Trovare un nuovo cliente, per un’Organizzazione che lavora nel B2B, è generalmente qualcosa di estremamente positivo, perché può portare a nuove opportunità, ad una previsione di crescita del fatturato e alla possibilità di espandere il proprio business. Eppure, non sempre le cose vanno per il verso giusto. Non tutti i clienti con cui si instaura una collaborazione rappresentano un’opportunità reale.
Alcuni possono trasformarsi in una grande fonte di rischio, soprattutto quando si parla di ritardi o insoluti.
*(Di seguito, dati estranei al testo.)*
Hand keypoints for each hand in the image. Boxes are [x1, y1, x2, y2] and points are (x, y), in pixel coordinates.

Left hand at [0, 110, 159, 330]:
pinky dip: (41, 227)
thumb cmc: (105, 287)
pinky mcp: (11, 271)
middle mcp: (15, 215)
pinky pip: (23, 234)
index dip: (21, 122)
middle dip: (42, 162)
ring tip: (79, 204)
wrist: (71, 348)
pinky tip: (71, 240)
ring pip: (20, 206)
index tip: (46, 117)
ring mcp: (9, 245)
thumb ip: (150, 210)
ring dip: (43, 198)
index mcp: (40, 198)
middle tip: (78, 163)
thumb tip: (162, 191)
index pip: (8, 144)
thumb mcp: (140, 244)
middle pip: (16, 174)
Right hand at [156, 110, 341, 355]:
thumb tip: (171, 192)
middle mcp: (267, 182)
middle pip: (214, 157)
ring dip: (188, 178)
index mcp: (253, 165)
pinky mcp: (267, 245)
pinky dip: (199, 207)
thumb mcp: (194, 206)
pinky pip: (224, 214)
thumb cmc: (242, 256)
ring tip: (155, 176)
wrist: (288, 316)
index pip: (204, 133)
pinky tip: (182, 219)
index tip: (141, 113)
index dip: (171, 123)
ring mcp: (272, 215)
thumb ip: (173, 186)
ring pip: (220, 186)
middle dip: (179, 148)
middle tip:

Per questo, prima di lasciarsi guidare solo dall’entusiasmo, è fondamentale porsi una domanda: il cliente è davvero affidabile?
È qui che entra in gioco la Due Diligence aziendale, uno strumento strategico che permette di limitare i rischi e fare una stima di come andrà la collaborazione, prima ancora di firmare un accordo.
Cos’è la Due Diligence aziendale
La Due Diligence aziendale (che letteralmente significa “dovuta diligenza”) è un processo strutturato di raccolta e analisi delle informazioni su un Soggetto Impresa specifico, con l’obiettivo di valutarne in modo approfondito affidabilità, rischi e opportunità.
Si tratta di un passaggio fondamentale quando si instaura un rapporto di collaborazione B2B, soprattutto se è destinato a durare nel tempo o prevede investimenti rilevanti.
In concreto, fare Due Diligence significa raccogliere informazioni centrali sul potenziale cliente, come:
- la regolarità nei pagamenti verso i fornitori;
- la sua situazione finanziaria;
- l’eventuale presenza di contenziosi o criticità legali;
- la reputazione sul mercato;
- il patrimonio, anche immobiliare.
Si tratta di una vera e propria analisi preventiva del rischio, utile per evitare brutte sorprese dopo la firma di un accordo con il cliente. Una Due Diligence ben condotta consente infatti di individuare in anticipo eventuali elementi critici che potrebbero compromettere l’operazione.
Non è solamente uno strumento indicato per le grandi operazioni: diventa essenziale anche per accordi commerciali, consulenze e forniture. Grazie all’accesso a dati pubblici e a fonti qualificate, è possibile ottenere una visione chiara e completa del cliente.
Quando effettuare la Due Diligence
Il momento migliore per fare una Due Diligence aziendale è prima di firmare qualsiasi contratto.
In particolare, è fondamentale quando:
- il valore economico della collaborazione è elevato;
- il cliente è nuovo o poco conosciuto;
- il rapporto da instaurare è continuativo nel tempo;
- i pagamenti sono dilazionati;
- viene richiesto un investimento iniziale importante.
Questo strumento supporta le Organizzazioni proprio nella fase preliminare alla trattativa economica, per valutare la convenienza dell’operazione commerciale. Ma la Due Diligence si utilizza anche in contesti complessi come fusioni, acquisizioni o nuovi rapporti strategici.
Senza contare che è un processo essenziale per verificare l’affidabilità di Soggetti che richiedono l’apertura di fidi, mutui o prestiti di qualsiasi genere. Verificare la solidità di un Soggetto Cliente significa quindi proteggere il proprio fatturato e limitare le situazioni spinose anche in termini legali.
Come fare Due Diligence
Una Due Diligence efficace si basa su dati reali e trasparenti, per cui è indispensabile attingere a fonti affidabili e ufficiali ed ufficiose, ad esempio utilizzando un servizio strutturato appositamente per questo scopo. FOX & PATTON CO.K. ha sviluppato la Piattaforma Credit Mixer®per analizzare l’affidabilità creditizia e reputazionale dei Clienti e tenere il portafoglio clienti sotto monitoraggio continuo.
Con un sistema integrato di questo tipo, puoi accedere ad un ampio insieme di informazioni, sia esterne sia interne, con cui fare analisi del tuo Portafoglio Clienti in un unico ambiente digitale, in modo organizzato e rapido. La prevenzione in questi casi fa davvero la differenza.
Perché il vero rischio non è perdere un cliente, ma scegliere quello sbagliato.